Exercise description:
Wherever "every" turns up in a line of the entries below, that line counts. Say how many such lines there are, with no other words.

Saved data entries:
- - - - -

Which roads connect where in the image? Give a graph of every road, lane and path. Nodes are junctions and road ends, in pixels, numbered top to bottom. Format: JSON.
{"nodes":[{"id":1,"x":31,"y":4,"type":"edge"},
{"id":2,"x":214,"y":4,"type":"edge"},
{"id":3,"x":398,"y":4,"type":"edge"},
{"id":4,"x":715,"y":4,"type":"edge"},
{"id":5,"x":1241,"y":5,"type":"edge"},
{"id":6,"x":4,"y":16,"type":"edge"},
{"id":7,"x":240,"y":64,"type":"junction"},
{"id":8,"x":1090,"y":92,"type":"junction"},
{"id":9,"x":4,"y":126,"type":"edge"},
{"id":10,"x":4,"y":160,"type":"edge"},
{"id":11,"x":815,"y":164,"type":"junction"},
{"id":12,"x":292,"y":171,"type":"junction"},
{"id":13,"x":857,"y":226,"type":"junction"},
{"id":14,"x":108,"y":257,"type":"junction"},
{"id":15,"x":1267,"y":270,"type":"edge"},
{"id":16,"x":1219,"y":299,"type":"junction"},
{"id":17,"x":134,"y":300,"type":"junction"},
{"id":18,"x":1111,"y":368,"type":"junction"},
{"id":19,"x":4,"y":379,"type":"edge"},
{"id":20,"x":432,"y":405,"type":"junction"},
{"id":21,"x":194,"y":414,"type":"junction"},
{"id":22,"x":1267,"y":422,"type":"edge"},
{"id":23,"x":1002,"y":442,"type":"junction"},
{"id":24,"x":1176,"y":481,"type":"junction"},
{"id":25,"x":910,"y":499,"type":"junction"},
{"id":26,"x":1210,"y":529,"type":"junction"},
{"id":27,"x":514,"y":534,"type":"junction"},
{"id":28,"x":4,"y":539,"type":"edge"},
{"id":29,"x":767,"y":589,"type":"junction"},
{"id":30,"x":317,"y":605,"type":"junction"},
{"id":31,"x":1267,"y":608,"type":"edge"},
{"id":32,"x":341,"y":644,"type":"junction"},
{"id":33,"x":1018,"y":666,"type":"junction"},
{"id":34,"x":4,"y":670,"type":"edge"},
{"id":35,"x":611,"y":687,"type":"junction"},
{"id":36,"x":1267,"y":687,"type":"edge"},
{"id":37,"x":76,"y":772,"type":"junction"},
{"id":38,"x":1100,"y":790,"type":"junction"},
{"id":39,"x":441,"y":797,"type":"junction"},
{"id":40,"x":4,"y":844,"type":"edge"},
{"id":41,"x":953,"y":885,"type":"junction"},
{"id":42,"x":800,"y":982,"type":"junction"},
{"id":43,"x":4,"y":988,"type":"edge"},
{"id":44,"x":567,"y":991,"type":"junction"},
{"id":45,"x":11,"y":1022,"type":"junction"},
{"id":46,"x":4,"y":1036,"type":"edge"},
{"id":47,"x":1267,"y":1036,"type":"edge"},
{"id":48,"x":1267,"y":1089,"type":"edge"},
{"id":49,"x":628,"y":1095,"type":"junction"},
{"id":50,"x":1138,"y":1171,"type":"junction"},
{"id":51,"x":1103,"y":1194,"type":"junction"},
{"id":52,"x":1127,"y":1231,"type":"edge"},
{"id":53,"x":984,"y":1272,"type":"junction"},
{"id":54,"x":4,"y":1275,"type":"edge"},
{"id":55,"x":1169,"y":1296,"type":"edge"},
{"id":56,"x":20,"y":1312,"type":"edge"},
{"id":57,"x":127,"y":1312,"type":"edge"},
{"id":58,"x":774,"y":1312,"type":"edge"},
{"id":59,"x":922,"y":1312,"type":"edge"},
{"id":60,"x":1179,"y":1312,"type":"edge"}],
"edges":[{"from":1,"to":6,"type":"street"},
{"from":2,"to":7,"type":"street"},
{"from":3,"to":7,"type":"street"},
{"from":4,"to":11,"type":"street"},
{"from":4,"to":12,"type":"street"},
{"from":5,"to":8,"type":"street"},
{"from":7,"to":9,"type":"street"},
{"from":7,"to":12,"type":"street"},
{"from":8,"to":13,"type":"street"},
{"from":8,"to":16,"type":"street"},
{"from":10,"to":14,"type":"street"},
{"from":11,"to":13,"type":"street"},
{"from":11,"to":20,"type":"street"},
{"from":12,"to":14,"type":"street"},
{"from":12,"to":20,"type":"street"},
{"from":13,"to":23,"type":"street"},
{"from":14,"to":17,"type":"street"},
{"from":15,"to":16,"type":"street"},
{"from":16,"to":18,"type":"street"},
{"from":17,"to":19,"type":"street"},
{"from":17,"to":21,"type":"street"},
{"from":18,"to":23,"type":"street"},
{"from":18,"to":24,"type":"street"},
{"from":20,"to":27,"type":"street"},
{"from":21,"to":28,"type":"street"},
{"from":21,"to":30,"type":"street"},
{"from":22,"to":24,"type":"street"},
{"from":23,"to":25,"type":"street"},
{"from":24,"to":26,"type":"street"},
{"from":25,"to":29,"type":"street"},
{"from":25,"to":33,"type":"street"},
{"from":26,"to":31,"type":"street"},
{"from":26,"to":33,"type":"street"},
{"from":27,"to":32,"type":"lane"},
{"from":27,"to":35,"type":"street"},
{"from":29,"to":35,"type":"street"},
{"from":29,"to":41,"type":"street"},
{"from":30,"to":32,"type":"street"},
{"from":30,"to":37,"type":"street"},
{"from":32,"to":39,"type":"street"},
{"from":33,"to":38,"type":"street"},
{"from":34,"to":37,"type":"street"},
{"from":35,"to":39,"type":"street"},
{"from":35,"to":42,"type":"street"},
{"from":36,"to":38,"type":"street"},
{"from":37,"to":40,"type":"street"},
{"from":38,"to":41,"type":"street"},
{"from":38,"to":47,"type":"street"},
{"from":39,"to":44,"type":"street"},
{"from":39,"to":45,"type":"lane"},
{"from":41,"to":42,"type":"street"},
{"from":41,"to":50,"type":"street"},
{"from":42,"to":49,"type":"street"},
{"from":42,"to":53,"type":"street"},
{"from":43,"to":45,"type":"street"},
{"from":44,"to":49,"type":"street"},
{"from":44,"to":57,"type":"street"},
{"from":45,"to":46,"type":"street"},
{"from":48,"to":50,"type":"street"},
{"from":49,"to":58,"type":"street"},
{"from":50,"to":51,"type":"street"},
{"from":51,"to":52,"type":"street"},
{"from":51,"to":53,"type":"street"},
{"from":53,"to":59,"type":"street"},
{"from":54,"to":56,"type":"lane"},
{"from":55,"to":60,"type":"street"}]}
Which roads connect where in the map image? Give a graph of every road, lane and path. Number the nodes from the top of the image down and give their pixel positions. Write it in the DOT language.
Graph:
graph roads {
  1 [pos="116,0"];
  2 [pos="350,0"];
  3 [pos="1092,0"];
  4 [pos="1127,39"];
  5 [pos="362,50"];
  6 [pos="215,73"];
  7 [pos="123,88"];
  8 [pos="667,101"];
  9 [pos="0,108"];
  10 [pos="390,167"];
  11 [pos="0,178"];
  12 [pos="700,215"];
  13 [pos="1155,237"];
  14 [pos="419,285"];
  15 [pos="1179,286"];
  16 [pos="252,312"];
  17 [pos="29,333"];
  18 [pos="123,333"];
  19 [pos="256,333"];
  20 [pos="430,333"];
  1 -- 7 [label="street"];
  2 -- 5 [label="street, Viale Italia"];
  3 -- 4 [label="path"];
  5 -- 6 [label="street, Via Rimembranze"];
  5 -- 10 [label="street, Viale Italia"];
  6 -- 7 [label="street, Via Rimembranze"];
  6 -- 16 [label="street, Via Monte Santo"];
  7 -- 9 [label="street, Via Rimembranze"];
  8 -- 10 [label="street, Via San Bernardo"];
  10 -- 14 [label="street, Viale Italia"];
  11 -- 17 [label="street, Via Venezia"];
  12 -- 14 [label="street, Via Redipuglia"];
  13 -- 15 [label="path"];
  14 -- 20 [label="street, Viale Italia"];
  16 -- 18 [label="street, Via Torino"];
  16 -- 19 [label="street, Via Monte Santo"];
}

- - - - -

Task solution:
2